|Date of Birth||June 28, 1892|
|Place of Birth||Clonmel, County Tipperary|
|Next of Kin||John Chambers (father), Sligo, County Sligo, Ireland|
|Trade / Calling||Engineer|
|Service Record||Link to Service Record|
|Force||Canadian Expeditionary Force|
|Branch||Canadian Garrison Regiment|
|Enlisted / Conscripted||Conscripted|
|Place of Enlistment||Winnipeg, Manitoba|
|Address at Enlistment||641 Bannatyne Avenue, Winnipeg, Manitoba|
|Date of Enlistment||January 5, 1918|
|Age at Enlistment||25|
|Theatre of Service||Canada|
|Prisoner of War||No|
|Date of Death||April 28, 1978|
|Age at Death||85|
|Buried At||Valley View Memorial Gardens, Surrey, British Columbia|
George Henry Chambers was the son of John and Mary Chambers of Sligo, County Sligo, Ireland. John was a career soldier who enlisted in the British army around 1871, at age 20, and went on to serve with the Royal Irish Regiment for 23 years. He married Mary Kerr in County Sligo in 1888 and they had at least five children. Edward (1890) and George (28 June 1892) were both born in Clonmel, County Tipperary. Clonmel was the home base of the Royal Irish Regiment. The two boys were followed by Victoria (1894), Maud Mary (1898) and Victor (1902), all born in Sligo.
During his time in the army John served in Great Britain, India, Egypt and Malta. He was discharged in January 1894 on completion of his service. His rank was Colour Sergeant Major and he was awarded a military pension. When the 1911 census was taken George was living with his parents in Sligo. He immigrated to Canada the following year, arriving in Montreal in October 1912 on the Lake Manitoba. His occupation was shop assistant and he was on his way to Winnipeg where a family friend, Walter Rimmington, lived. In 1915 and 1916 George spent some time in New York and California.

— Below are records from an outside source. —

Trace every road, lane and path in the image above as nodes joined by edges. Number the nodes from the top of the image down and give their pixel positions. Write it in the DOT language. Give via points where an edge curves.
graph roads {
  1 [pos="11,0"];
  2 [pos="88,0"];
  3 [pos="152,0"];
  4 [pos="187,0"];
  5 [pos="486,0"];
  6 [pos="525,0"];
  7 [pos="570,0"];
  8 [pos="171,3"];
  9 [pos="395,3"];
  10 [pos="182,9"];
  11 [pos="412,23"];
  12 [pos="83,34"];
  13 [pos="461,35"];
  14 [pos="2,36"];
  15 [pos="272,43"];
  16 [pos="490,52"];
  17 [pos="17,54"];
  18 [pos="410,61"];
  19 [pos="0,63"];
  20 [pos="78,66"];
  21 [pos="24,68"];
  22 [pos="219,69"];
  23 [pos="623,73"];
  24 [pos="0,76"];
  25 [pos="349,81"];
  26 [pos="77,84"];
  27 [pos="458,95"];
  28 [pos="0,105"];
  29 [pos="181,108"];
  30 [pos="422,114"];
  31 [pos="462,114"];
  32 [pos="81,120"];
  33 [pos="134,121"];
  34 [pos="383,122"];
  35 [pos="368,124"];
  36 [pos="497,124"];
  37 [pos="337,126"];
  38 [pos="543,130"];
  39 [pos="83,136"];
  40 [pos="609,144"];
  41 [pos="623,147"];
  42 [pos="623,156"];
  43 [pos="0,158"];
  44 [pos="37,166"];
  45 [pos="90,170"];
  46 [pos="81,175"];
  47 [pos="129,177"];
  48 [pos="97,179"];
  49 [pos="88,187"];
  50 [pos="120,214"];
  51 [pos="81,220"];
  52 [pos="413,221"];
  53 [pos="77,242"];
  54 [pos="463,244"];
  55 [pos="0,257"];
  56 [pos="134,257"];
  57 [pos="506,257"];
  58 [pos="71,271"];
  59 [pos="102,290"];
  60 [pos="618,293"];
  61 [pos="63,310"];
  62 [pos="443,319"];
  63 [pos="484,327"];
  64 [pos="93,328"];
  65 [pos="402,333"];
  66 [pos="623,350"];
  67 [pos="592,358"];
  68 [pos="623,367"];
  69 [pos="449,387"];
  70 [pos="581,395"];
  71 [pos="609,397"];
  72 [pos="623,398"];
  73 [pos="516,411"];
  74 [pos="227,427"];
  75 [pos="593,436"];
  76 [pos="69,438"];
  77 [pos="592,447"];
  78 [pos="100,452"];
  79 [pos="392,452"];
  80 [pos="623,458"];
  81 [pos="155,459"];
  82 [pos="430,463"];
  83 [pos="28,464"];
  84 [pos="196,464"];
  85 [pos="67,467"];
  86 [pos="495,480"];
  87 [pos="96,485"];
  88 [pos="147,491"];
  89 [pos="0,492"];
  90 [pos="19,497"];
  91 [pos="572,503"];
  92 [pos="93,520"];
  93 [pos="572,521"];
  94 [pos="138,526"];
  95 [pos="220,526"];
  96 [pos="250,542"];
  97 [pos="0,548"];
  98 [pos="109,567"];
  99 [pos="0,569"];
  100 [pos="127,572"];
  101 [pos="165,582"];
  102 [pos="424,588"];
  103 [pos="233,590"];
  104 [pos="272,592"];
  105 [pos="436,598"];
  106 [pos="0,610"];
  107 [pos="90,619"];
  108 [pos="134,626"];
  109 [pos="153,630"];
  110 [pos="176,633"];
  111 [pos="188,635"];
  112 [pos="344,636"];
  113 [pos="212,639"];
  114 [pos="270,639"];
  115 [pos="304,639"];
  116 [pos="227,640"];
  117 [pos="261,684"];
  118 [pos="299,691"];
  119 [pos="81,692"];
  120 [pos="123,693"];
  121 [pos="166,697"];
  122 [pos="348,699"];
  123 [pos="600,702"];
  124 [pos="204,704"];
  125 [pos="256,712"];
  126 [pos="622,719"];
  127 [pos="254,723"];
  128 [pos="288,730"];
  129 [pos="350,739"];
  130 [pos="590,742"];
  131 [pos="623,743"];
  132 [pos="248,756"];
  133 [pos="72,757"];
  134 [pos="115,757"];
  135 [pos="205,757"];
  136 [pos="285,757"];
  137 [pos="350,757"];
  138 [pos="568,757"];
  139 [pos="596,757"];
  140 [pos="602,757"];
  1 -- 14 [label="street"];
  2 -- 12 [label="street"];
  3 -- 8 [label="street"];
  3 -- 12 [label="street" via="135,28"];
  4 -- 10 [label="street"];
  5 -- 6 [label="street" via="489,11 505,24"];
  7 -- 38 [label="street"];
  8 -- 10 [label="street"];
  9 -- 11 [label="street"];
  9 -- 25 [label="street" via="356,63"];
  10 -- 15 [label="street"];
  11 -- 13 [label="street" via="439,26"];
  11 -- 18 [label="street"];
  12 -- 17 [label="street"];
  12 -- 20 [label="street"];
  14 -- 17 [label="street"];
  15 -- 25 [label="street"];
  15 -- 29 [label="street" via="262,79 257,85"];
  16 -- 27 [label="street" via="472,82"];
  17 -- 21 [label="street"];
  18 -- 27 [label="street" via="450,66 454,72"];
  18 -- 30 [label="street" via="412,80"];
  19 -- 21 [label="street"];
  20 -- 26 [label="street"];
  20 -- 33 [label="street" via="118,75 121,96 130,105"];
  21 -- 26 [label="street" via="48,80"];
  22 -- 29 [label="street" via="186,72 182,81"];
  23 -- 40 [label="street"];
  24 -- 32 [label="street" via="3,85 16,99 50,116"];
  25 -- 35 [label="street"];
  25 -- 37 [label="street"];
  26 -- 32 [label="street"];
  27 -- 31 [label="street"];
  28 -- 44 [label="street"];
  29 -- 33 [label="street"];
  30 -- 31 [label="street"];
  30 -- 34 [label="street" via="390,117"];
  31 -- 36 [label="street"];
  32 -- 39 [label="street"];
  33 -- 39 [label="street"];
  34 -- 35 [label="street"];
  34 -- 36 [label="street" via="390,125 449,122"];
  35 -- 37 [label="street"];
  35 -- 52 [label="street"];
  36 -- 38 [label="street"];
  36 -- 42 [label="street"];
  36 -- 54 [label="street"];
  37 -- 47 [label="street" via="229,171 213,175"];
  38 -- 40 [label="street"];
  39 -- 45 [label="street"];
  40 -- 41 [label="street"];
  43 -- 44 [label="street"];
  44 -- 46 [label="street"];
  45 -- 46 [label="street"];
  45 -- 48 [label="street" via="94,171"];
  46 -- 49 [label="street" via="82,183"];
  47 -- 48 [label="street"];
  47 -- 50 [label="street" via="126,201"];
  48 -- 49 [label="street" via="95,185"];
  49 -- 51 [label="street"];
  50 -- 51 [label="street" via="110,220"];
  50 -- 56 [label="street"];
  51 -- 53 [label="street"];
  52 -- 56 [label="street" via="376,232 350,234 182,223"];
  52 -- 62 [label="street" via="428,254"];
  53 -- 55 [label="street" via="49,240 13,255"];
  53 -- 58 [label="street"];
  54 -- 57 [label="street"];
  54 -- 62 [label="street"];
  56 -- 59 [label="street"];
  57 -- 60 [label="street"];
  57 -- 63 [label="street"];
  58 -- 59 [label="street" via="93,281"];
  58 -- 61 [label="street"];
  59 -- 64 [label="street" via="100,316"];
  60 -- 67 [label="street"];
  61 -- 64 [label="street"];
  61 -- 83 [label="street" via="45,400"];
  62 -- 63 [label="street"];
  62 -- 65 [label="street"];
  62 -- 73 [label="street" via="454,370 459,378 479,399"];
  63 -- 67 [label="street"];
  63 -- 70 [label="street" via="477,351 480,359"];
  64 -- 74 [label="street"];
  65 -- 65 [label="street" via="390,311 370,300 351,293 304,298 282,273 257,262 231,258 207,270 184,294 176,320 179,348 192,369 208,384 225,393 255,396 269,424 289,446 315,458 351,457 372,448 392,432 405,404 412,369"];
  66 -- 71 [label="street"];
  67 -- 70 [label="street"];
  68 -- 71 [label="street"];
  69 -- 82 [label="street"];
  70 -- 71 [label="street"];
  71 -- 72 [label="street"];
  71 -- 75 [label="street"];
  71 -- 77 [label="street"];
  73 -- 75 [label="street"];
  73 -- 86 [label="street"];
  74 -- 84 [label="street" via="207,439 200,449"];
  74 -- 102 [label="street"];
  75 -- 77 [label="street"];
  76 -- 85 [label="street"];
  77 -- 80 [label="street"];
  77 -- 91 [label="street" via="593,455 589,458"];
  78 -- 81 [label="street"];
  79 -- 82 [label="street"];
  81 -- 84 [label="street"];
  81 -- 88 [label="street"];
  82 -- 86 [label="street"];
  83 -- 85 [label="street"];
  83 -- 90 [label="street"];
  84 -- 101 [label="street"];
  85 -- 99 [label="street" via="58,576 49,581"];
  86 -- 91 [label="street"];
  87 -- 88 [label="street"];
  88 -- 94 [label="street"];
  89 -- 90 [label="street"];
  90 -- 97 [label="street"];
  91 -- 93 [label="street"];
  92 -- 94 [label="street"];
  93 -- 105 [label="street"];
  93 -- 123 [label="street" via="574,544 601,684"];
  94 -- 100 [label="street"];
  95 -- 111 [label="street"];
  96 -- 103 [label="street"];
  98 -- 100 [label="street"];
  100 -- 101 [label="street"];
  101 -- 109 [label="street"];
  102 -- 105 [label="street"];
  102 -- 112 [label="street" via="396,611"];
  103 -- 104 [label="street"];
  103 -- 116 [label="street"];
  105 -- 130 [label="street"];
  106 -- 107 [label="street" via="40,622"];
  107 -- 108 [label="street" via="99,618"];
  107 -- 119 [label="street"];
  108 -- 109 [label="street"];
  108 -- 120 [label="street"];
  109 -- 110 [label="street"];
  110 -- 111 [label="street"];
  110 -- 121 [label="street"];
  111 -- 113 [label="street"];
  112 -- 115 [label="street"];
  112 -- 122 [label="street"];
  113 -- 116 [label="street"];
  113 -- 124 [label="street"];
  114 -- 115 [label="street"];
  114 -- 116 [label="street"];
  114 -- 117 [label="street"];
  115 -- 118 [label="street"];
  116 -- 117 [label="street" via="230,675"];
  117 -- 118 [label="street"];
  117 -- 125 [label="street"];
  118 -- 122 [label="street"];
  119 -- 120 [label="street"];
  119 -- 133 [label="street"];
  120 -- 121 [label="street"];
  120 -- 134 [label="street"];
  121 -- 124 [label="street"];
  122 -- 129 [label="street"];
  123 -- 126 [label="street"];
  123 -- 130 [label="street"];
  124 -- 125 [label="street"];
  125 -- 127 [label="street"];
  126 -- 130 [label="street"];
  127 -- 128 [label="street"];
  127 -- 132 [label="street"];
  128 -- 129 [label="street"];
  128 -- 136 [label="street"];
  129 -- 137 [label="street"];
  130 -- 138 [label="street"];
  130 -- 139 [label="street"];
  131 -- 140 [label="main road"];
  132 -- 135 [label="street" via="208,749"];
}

The war started in the summer of 1914 and conscription was introduced in Canada three years later. Single men age 20 to 34 were required to register by 10 November 1917. George reported as required and had his medical on 7 November. He was living in Winnipeg by then and his occupation was engineer. He was called up for service on 5 January 1918 and assigned to the 1st Depot Battlalion, Manitoba Regiment. In February he was transferred to No. 10 Canadian Garrison Regiment and sent to Port Arthur, Ontario for guard duty. He was discharged on 10 December 1918 due to being in a medical category lower than “B” (i.e. unfit for overseas service).
George became a civil engineer and worked in Saskatchewan and possibly Alberta. He was married in 1922 to Sarah Emily Briscoe. Sarah was the daughter of Brian and Rachel Briscoe of Kindersley, Saskatchewan. Brian was a farmer and Sarah was one of at least 11 children. She was born in 1902 in Renfrew County, Ontario. George and Sarah had four children: George Lloyd (1924), Milton Brian (1926), John Charles (1930) and Marlene. Lloyd was probably born in Calgary, Milton in Saskatchewan and John in Saskatoon.
George and Sarah lived in Saskatoon from about 1929 until at least 1936. By the mid-1940s they had moved to northwestern Ontario. They spent some time in Fort Frances then settled in Kenora, making it their home from about 1948 to 1963. During their time in northwestern Ontario George was the Kenora town engineer and he was also involved in the construction of many bridges. He retired in 1962 or 1963 and by the fall of 1965 he and his wife were living in White Rock, British Columbia. They celebrated their 50th wedding anniversary in March 1972 in White Rock. The celebration was held at the home of their daughter Marlene (Mrs. Wayne Orser).
George passed away on 28 April 1978, at age 85, in Peace Arch Memorial Hospital in White Rock. Sarah died in the same hospital on 22 October 1986, at age 84. They are both buried in Valley View Memorial Gardens in Surrey, British Columbia. Their son Lloyd had passed away in 1972 and he’s interred in Victory Memorial Park in Surrey. Brian died in White Rock in 1997 and John in Thunder Bay, Ontario in 2013.